• _Work instruction_
The reply should hold every line of the data below, unchanged, and none of the pictures.

• _Record extracts_

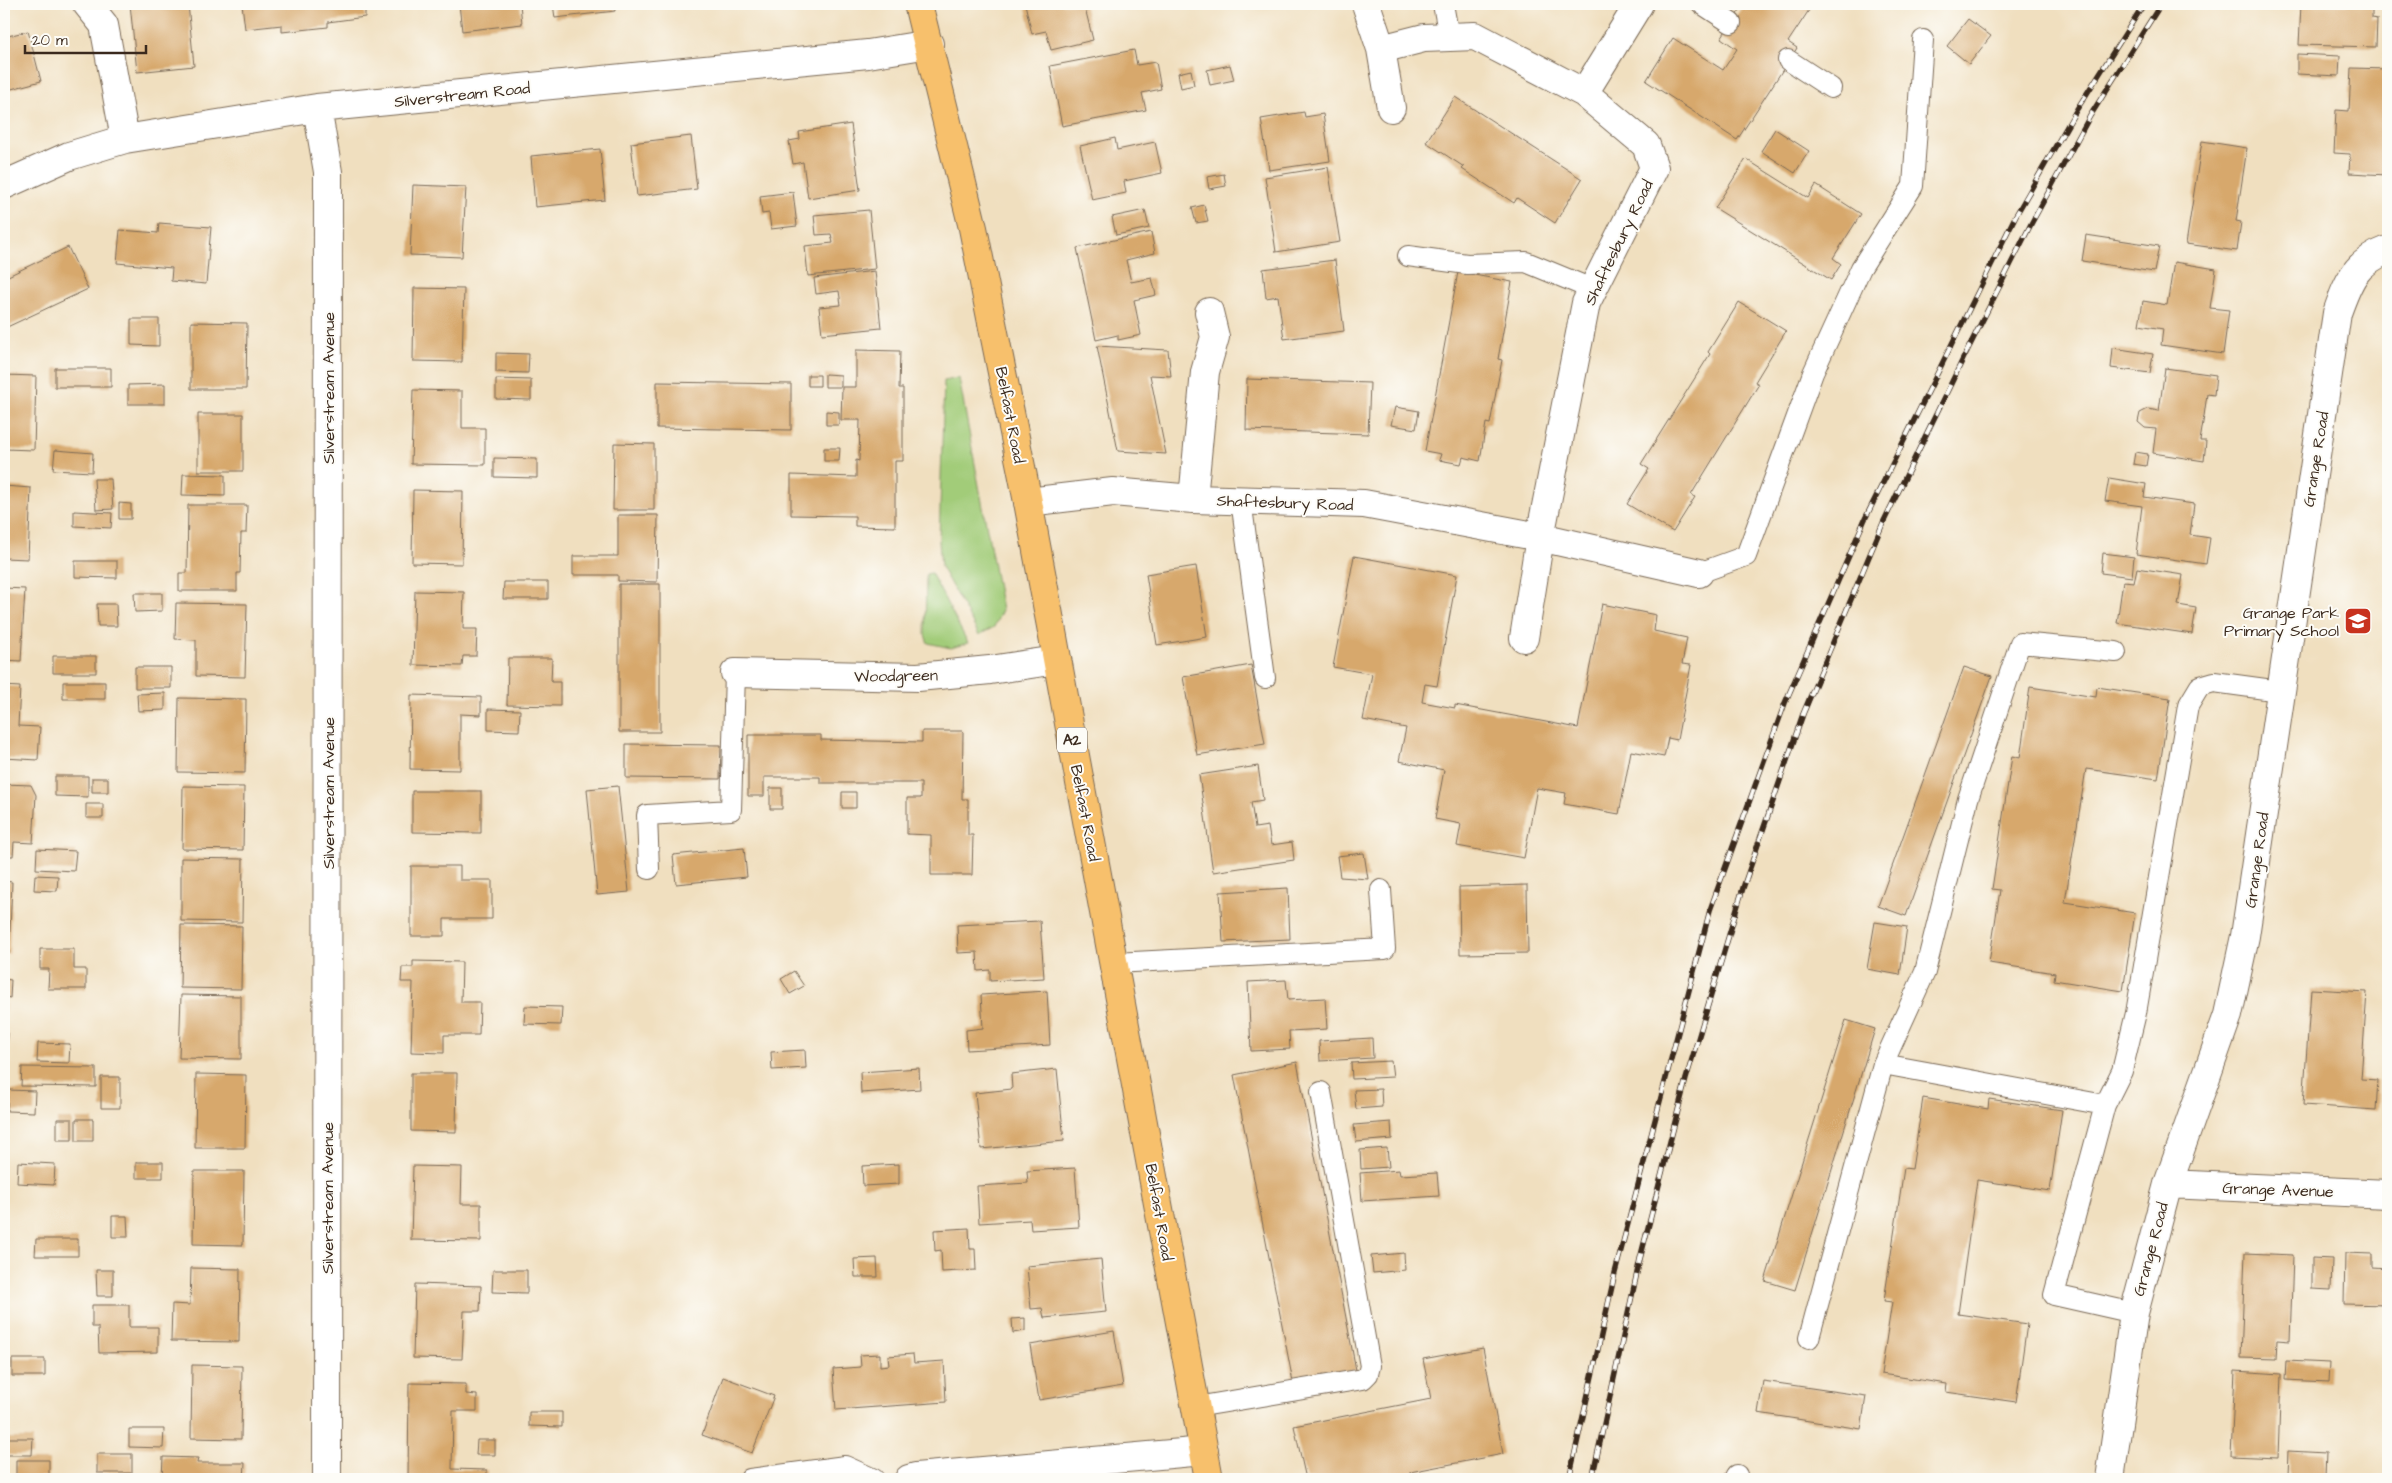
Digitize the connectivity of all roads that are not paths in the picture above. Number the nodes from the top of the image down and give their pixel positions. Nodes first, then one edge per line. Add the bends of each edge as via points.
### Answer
1 (87, 4) edge
2 (918, 4) edge
3 (1366, 4) edge
4 (1442, 4) edge
5 (1639, 4) edge
6 (1702, 4) edge
7 (1731, 23) dead end
8 (1449, 37) junction
9 (1923, 40) dead end
10 (929, 44) junction
11 (1381, 49) junction
12 (1788, 60) dead end
13 (1831, 88) dead end
14 (1584, 93) junction
15 (317, 108) junction
16 (1391, 108) dead end
17 (125, 139) junction
18 (4, 185) edge
19 (2388, 250) edge
20 (1408, 256) dead end
21 (1594, 290) junction
22 (1209, 312) dead end
23 (1192, 499) junction
24 (1241, 500) junction
25 (1028, 502) junction
26 (1540, 537) junction
27 (1699, 573) joint
28 (1524, 638) dead end
29 (2116, 652) dead end
30 (1057, 660) junction
31 (735, 673) joint
32 (1265, 678) dead end
33 (2280, 691) junction
34 (649, 869) dead end
35 (1381, 890) dead end
36 (1114, 963) junction
37 (1883, 1064) junction
38 (1321, 1092) dead end
39 (2105, 1105) junction
40 (2168, 1184) junction
41 (2388, 1194) edge
42 (2134, 1313) junction
43 (1809, 1338) dead end
44 (1196, 1407) junction
45 (1204, 1451) junction
46 (327, 1479) edge
47 (750, 1479) edge
48 (874, 1479) edge
49 (909, 1479) edge
50 (1209, 1479) edge
51 (2110, 1479) edge

1 - 17 street via 104,25
2 - 10 main road, Belfast Road / A2
3 - 11 street
4 - 8 lane
5 - 14 street
6 - 7 lane
8 - 11 street, Shaftesbury Road via 1424,38
8 - 14 street, Shaftesbury Road via 1475,36
9 - 27 lane via 1913,186 1857,277 1813,373 1746,556
10 - 15 street, Silverstream Road via 868,54
10 - 25 main road, Belfast Road / A2 via 974,228
11 - 16 street
12 - 13 lane
14 - 21 street, Shaftesbury Road via 1646,145 1654,168
15 - 17 street, Silverstream Road
15 - 46 street, Silverstream Avenue via 328,172
17 - 18 street, Silverstream Road via 69,156
19 - 33 street, Grange Road via 2362,263 2349,280 2337,313
20 - 21 lane via 1467,264 1526,262
21 - 26 street, Shaftesbury Road via 1586,303
22 - 23 street via 1216,337 1205,372
23 - 24 street, Shaftesbury Road
23 - 25 street, Shaftesbury Road via 1113,492
24 - 26 street, Shaftesbury Road via 1364,504
24 - 32 lane
25 - 30 main road, Belfast Road / A2
26 - 27 street, Shaftesbury Road
26 - 28 street, Shaftesbury Road
29 - 37 lane via 2020,644 1968,799 1925,972
30 - 31 street, Woodgreen via 918,677
30 - 36 main road, Belfast Road / A2
31 - 34 lane via 731,810 646,815
33 - 39 lane via 2214,682 2200,686 2188,706 2136,1013 2122,1071
33 - 40 street, Grange Road via 2245,936 2228,1015
35 - 36 lane via 1385,950
36 - 44 main road, Belfast Road / A2
37 - 39 lane
37 - 43 lane
38 - 44 lane via 1370,1366 1368,1374 1363,1379
39 - 42 lane via 2054,1295
40 - 41 street, Grange Avenue
40 - 42 street, Grange Road
42 - 51 street, Grange Road
44 - 45 main road, Belfast Road / A2
45 - 49 street
45 - 50 main road, Belfast Road / A2
47 - 48 lane via 845,1466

• _Solution to the exercise_
Digitize the connectivity of all roads that are not paths in the picture above. Number the nodes from the top of the image down and give their pixel positions. Nodes first, then one edge per line. Add the bends of each edge as via points.
### Answer
1 (87, 4) edge
2 (918, 4) edge
3 (1366, 4) edge
4 (1442, 4) edge
5 (1639, 4) edge
6 (1702, 4) edge
7 (1731, 23) dead end
8 (1449, 37) junction
9 (1923, 40) dead end
10 (929, 44) junction
11 (1381, 49) junction
12 (1788, 60) dead end
13 (1831, 88) dead end
14 (1584, 93) junction
15 (317, 108) junction
16 (1391, 108) dead end
17 (125, 139) junction
18 (4, 185) edge
19 (2388, 250) edge
20 (1408, 256) dead end
21 (1594, 290) junction
22 (1209, 312) dead end
23 (1192, 499) junction
24 (1241, 500) junction
25 (1028, 502) junction
26 (1540, 537) junction
27 (1699, 573) joint
28 (1524, 638) dead end
29 (2116, 652) dead end
30 (1057, 660) junction
31 (735, 673) joint
32 (1265, 678) dead end
33 (2280, 691) junction
34 (649, 869) dead end
35 (1381, 890) dead end
36 (1114, 963) junction
37 (1883, 1064) junction
38 (1321, 1092) dead end
39 (2105, 1105) junction
40 (2168, 1184) junction
41 (2388, 1194) edge
42 (2134, 1313) junction
43 (1809, 1338) dead end
44 (1196, 1407) junction
45 (1204, 1451) junction
46 (327, 1479) edge
47 (750, 1479) edge
48 (874, 1479) edge
49 (909, 1479) edge
50 (1209, 1479) edge
51 (2110, 1479) edge

1 - 17 street via 104,25
2 - 10 main road, Belfast Road / A2
3 - 11 street
4 - 8 lane
5 - 14 street
6 - 7 lane
8 - 11 street, Shaftesbury Road via 1424,38
8 - 14 street, Shaftesbury Road via 1475,36
9 - 27 lane via 1913,186 1857,277 1813,373 1746,556
10 - 15 street, Silverstream Road via 868,54
10 - 25 main road, Belfast Road / A2 via 974,228
11 - 16 street
12 - 13 lane
14 - 21 street, Shaftesbury Road via 1646,145 1654,168
15 - 17 street, Silverstream Road
15 - 46 street, Silverstream Avenue via 328,172
17 - 18 street, Silverstream Road via 69,156
19 - 33 street, Grange Road via 2362,263 2349,280 2337,313
20 - 21 lane via 1467,264 1526,262
21 - 26 street, Shaftesbury Road via 1586,303
22 - 23 street via 1216,337 1205,372
23 - 24 street, Shaftesbury Road
23 - 25 street, Shaftesbury Road via 1113,492
24 - 26 street, Shaftesbury Road via 1364,504
24 - 32 lane
25 - 30 main road, Belfast Road / A2
26 - 27 street, Shaftesbury Road
26 - 28 street, Shaftesbury Road
29 - 37 lane via 2020,644 1968,799 1925,972
30 - 31 street, Woodgreen via 918,677
30 - 36 main road, Belfast Road / A2
31 - 34 lane via 731,810 646,815
33 - 39 lane via 2214,682 2200,686 2188,706 2136,1013 2122,1071
33 - 40 street, Grange Road via 2245,936 2228,1015
35 - 36 lane via 1385,950
36 - 44 main road, Belfast Road / A2
37 - 39 lane
37 - 43 lane
38 - 44 lane via 1370,1366 1368,1374 1363,1379
39 - 42 lane via 2054,1295
40 - 41 street, Grange Avenue
40 - 42 street, Grange Road
42 - 51 street, Grange Road
44 - 45 main road, Belfast Road / A2
45 - 49 street
45 - 50 main road, Belfast Road / A2
47 - 48 lane via 845,1466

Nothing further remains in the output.